5.4.2. Effectiveness of the Mask Attention Modules

We also compared EAM-Net with and without the mask attention modules. For EAM-Net without the mask attention modules, five mask attention modules were removed from the model, i.e., two adjacent decoding layers in the decoder were directly connected. In addition, we only used the decoding feature from the last stage for segmentation; thus, the loss of the model only included the edge prediction loss and the final segmentation loss. The results in Table 7 suggest that compared with EAM-Net, EAM-Net without the mask attention modules reduces PA, Dice, and JA by 0.32%, 0.45%, and 0.54%, respectively. The abovementioned results suggest that the mask attention modules can highlight the lung regions on the segmentation features while suppressing irrelevant lesion-related artifacts, which is beneficial for the lung region segmentation task.

5.4.3. Effectiveness of the Multiscale Aggregation Loss

To investigate the effectiveness of the multiscale aggregation loss, we compared it with the single-scale loss, which includes an edge prediction loss and a final segmentation loss. Note that we still kept the mask attention operations in the decoder, but only performed the segmentation prediction at the last stage of the network instead of multiscale segmentation prediction. From Table 7, replacing the multiscale aggregation loss with the single-scale loss, drops Dice and JA by 0.38% and 0.45%, respectively. The abovementioned results demonstrate the effectiveness of the multiscale aggregation loss. In principle, the proposed multiscale segmentation loss belongs to deep supervision, which adds additional supervision (intermediate segmentation predictions) to the model, assisting the model in learning discriminative features to obtain performance gains.

6. Conclusion

Lung region segmentation is a fundamental and critical medical image analysis task. Existing lung region segmentation methods still suffer from inaccurate lung region segmentation boundaries, lesion-related artifacts, and limited ability to exploit multiscale information. In this paper, we proposed EAM-Net for lung region segmentation, which included an encoder-decoder structure and two new modules to address the abovementioned issues. First, an edge-assisted computing module was proposed, which integrated the shallow feature maps of the encoder for edge prediction, and transferred the edge prediction information to the segmentation task to optimize the edge parts of the segmentation results. We further designed a mask attention module after each decoding layer, which used the mask attention operation to enhance the lung regions while suppressing lesion-related artifacts. In addition, a multiscale aggregation loss was proposed to exploit multiscale segmentation information and jointly optimize the edge prediction and lung region segmentation tasks.
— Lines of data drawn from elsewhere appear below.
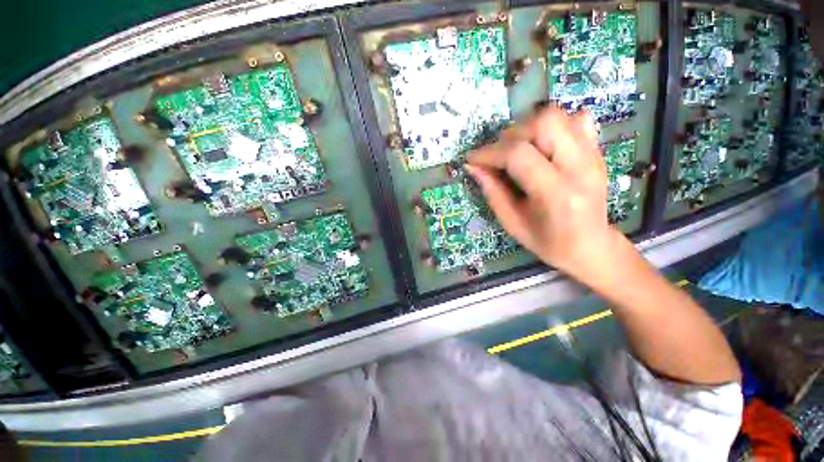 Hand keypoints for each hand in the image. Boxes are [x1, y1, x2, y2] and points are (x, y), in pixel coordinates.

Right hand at [465, 106, 621, 281]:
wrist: (591, 245)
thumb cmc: (548, 242)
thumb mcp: (512, 223)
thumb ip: (492, 192)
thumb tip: (473, 166)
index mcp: (557, 194)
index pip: (519, 155)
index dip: (489, 153)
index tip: (472, 159)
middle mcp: (580, 167)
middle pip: (544, 122)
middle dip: (511, 135)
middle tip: (499, 156)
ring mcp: (593, 155)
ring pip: (558, 115)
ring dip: (528, 128)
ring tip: (517, 150)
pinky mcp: (596, 151)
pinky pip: (576, 119)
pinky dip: (552, 126)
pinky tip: (542, 146) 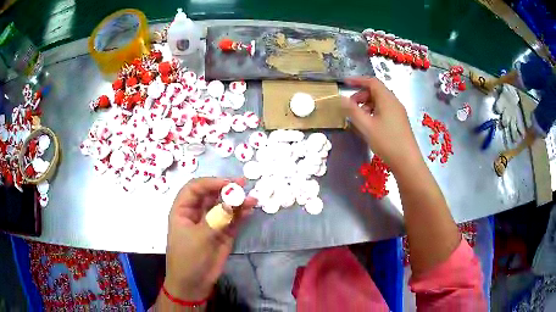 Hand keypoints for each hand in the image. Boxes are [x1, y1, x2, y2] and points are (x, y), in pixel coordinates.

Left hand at [163, 177, 256, 300]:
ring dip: (237, 202)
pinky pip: (232, 220)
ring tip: (252, 200)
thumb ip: (217, 218)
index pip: (195, 188)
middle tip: (243, 184)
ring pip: (224, 206)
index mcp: (183, 210)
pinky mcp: (223, 234)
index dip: (210, 182)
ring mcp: (211, 223)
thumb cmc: (188, 258)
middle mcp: (197, 213)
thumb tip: (233, 200)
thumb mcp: (199, 237)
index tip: (228, 183)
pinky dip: (241, 214)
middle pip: (211, 194)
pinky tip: (249, 210)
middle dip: (226, 189)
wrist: (193, 284)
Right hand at [341, 77, 421, 171]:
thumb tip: (342, 98)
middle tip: (350, 107)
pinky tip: (369, 125)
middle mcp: (394, 102)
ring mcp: (398, 112)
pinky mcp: (400, 121)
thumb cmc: (387, 142)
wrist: (407, 161)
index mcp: (387, 99)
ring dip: (367, 105)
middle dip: (361, 95)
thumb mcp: (366, 126)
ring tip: (359, 118)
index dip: (358, 80)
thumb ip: (352, 110)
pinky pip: (385, 110)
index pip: (372, 81)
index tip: (345, 83)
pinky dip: (374, 112)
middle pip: (376, 91)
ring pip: (380, 101) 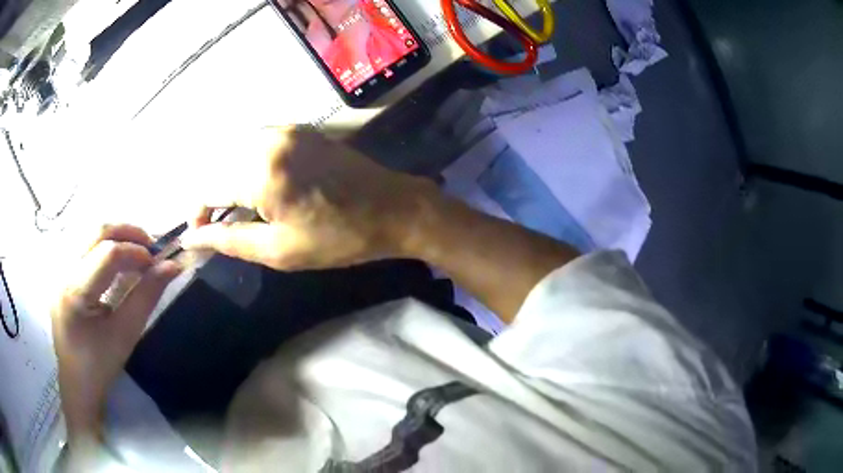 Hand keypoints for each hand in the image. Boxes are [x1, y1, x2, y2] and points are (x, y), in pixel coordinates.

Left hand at [52, 225, 180, 439]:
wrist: (76, 382)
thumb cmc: (100, 366)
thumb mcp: (126, 334)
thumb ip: (146, 296)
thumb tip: (172, 266)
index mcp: (74, 293)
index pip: (106, 254)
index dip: (135, 251)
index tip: (157, 261)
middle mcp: (61, 272)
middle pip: (95, 231)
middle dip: (126, 232)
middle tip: (149, 247)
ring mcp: (57, 268)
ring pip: (88, 230)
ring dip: (115, 234)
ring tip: (134, 250)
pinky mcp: (59, 270)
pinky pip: (82, 241)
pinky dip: (103, 242)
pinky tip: (114, 257)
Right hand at [183, 127, 438, 270]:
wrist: (393, 208)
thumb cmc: (338, 237)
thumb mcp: (278, 250)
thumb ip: (228, 240)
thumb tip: (190, 238)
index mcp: (261, 170)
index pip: (207, 186)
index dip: (197, 213)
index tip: (199, 234)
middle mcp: (269, 139)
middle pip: (218, 165)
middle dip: (212, 197)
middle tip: (219, 227)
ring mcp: (286, 129)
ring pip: (235, 153)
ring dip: (229, 180)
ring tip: (239, 211)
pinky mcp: (300, 129)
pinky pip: (258, 144)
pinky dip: (248, 165)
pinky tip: (258, 188) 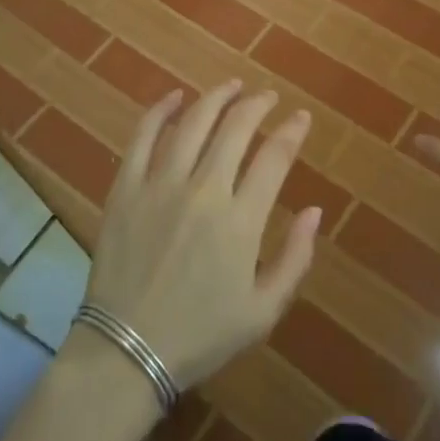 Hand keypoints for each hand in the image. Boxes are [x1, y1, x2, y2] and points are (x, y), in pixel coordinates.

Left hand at [78, 81, 323, 392]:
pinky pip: (143, 137)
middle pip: (235, 128)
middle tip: (267, 97)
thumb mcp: (263, 312)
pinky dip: (160, 111)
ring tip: (231, 86)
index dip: (291, 131)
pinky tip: (175, 97)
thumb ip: (295, 258)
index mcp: (241, 221)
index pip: (274, 157)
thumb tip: (314, 210)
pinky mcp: (126, 188)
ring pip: (193, 122)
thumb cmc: (200, 335)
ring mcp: (160, 185)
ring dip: (216, 98)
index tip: (300, 117)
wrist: (125, 353)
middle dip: (258, 105)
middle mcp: (204, 191) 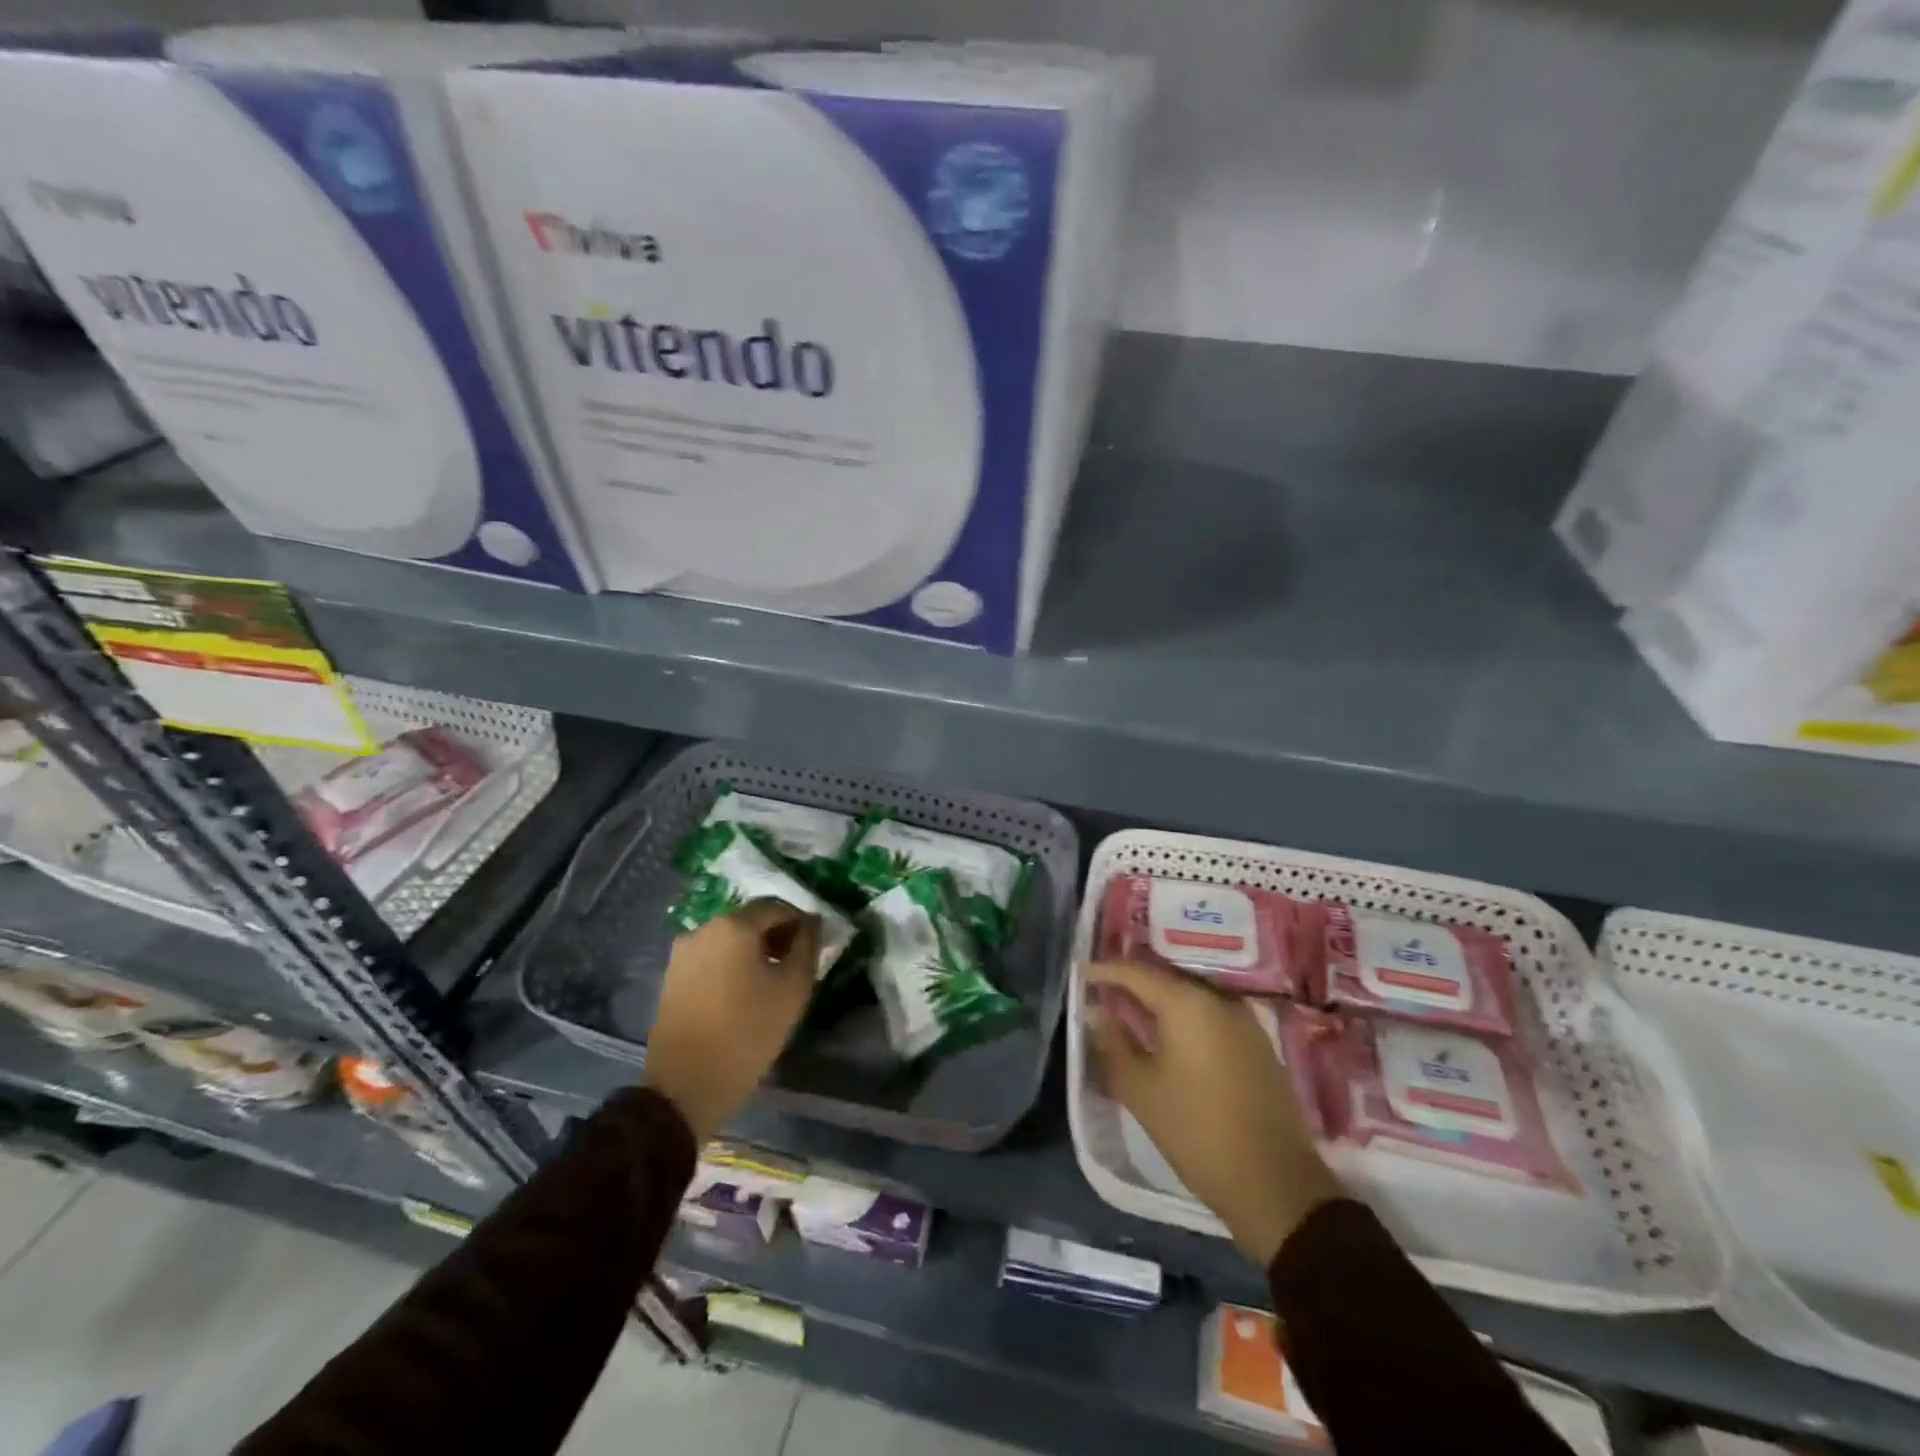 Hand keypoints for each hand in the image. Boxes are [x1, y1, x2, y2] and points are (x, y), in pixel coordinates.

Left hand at [643, 900, 819, 1143]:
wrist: (685, 1087)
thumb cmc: (747, 1032)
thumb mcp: (793, 989)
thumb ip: (807, 947)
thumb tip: (811, 925)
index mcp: (733, 925)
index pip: (777, 906)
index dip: (801, 920)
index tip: (815, 944)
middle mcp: (703, 929)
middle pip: (750, 920)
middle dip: (776, 934)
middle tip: (796, 962)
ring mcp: (682, 954)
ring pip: (729, 940)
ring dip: (753, 951)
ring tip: (771, 981)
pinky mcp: (672, 978)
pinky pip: (711, 958)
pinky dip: (731, 965)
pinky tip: (744, 993)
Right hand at [1086, 959, 1342, 1265]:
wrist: (1277, 1186)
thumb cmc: (1197, 1132)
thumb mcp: (1140, 1090)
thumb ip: (1113, 1044)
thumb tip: (1097, 1013)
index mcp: (1188, 1003)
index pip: (1136, 972)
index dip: (1105, 971)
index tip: (1081, 973)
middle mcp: (1219, 999)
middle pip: (1165, 978)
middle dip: (1132, 982)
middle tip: (1101, 991)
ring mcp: (1244, 1020)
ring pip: (1190, 995)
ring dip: (1158, 1000)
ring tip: (1129, 1010)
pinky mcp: (1258, 1043)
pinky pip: (1210, 1014)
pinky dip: (1183, 1017)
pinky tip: (1166, 1034)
The results on the JSRT, Shenzhen, and Montgomery datasets confirmed that EAM-Net achieved better lung region segmentation performance than the baseline and state-of-the-art lung region segmentation methods. Our future work includes the following two aspects. On the one hand, we intend to extend EAM-Net to other medical image segmentation tasks. On the other hand, we plan to explore an end-to-end deep learning model for joint lung region segmentation and lung disease classification.

Abbreviations

CXR:Chest X-ray
CNNs:Convolutional neural networks
ReLU:Rectified linear unit
PA:Pixal accuracy.

Data Availability

The data that support the findings of this study are available on request from the corresponding author.

Conflicts of Interest

The authors declare that they have no conflicts of interest.

Acknowledgments

This work was supported in part by the National Key R&D Program of China under Grant 2022YFC2010200, in part by the National Natural Science Foundation of China under Grant 61976225, and in part by the Science and Technology Innovation Program of Hunan Province under Grant 2022RC3013.